Work required: Top to bottom, every record is to be copied word for word.

▶

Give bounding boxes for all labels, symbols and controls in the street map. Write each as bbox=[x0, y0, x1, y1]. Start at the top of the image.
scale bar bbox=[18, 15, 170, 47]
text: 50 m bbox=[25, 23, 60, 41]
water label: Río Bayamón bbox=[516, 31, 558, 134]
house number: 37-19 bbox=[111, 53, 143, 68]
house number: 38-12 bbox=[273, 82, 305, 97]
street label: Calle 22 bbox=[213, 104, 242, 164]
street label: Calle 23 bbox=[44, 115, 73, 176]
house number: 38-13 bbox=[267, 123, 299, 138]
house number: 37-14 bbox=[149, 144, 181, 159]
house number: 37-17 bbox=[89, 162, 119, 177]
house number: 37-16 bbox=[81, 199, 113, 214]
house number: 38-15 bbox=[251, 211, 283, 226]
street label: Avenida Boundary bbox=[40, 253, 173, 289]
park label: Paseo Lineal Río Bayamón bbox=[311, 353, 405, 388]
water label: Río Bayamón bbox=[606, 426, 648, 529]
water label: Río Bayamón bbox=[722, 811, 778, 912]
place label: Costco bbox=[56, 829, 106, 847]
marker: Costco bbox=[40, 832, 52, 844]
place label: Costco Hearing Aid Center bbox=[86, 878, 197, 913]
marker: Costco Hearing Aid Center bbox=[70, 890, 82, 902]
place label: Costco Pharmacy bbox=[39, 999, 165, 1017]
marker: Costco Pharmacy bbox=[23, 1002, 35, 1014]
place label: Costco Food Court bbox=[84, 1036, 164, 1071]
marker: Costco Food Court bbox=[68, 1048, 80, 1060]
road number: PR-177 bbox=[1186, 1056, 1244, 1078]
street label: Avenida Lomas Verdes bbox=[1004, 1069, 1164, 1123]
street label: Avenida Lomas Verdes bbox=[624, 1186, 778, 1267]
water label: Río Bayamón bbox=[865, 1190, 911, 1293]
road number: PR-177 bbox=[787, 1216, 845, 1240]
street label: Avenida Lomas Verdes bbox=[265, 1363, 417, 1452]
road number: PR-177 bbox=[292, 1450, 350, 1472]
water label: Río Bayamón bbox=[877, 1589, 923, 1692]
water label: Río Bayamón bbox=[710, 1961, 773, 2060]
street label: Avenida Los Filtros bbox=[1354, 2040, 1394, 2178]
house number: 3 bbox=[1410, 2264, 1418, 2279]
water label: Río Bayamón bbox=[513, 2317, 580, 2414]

◀

Result of the task:
Give bounding boxes for all labels, symbols and controls in the street map. Write each as bbox=[x0, y0, x1, y1]. Start at the top of the image.
scale bar bbox=[18, 15, 170, 47]
text: 50 m bbox=[25, 23, 60, 41]
water label: Río Bayamón bbox=[516, 31, 558, 134]
house number: 37-19 bbox=[111, 53, 143, 68]
house number: 38-12 bbox=[273, 82, 305, 97]
street label: Calle 22 bbox=[213, 104, 242, 164]
street label: Calle 23 bbox=[44, 115, 73, 176]
house number: 38-13 bbox=[267, 123, 299, 138]
house number: 37-14 bbox=[149, 144, 181, 159]
house number: 37-17 bbox=[89, 162, 119, 177]
house number: 37-16 bbox=[81, 199, 113, 214]
house number: 38-15 bbox=[251, 211, 283, 226]
street label: Avenida Boundary bbox=[40, 253, 173, 289]
park label: Paseo Lineal Río Bayamón bbox=[311, 353, 405, 388]
water label: Río Bayamón bbox=[606, 426, 648, 529]
water label: Río Bayamón bbox=[722, 811, 778, 912]
place label: Costco bbox=[56, 829, 106, 847]
marker: Costco bbox=[40, 832, 52, 844]
place label: Costco Hearing Aid Center bbox=[86, 878, 197, 913]
marker: Costco Hearing Aid Center bbox=[70, 890, 82, 902]
place label: Costco Pharmacy bbox=[39, 999, 165, 1017]
marker: Costco Pharmacy bbox=[23, 1002, 35, 1014]
place label: Costco Food Court bbox=[84, 1036, 164, 1071]
marker: Costco Food Court bbox=[68, 1048, 80, 1060]
road number: PR-177 bbox=[1186, 1056, 1244, 1078]
street label: Avenida Lomas Verdes bbox=[1004, 1069, 1164, 1123]
street label: Avenida Lomas Verdes bbox=[624, 1186, 778, 1267]
water label: Río Bayamón bbox=[865, 1190, 911, 1293]
road number: PR-177 bbox=[787, 1216, 845, 1240]
street label: Avenida Lomas Verdes bbox=[265, 1363, 417, 1452]
road number: PR-177 bbox=[292, 1450, 350, 1472]
water label: Río Bayamón bbox=[877, 1589, 923, 1692]
water label: Río Bayamón bbox=[710, 1961, 773, 2060]
street label: Avenida Los Filtros bbox=[1354, 2040, 1394, 2178]
house number: 3 bbox=[1410, 2264, 1418, 2279]
water label: Río Bayamón bbox=[513, 2317, 580, 2414]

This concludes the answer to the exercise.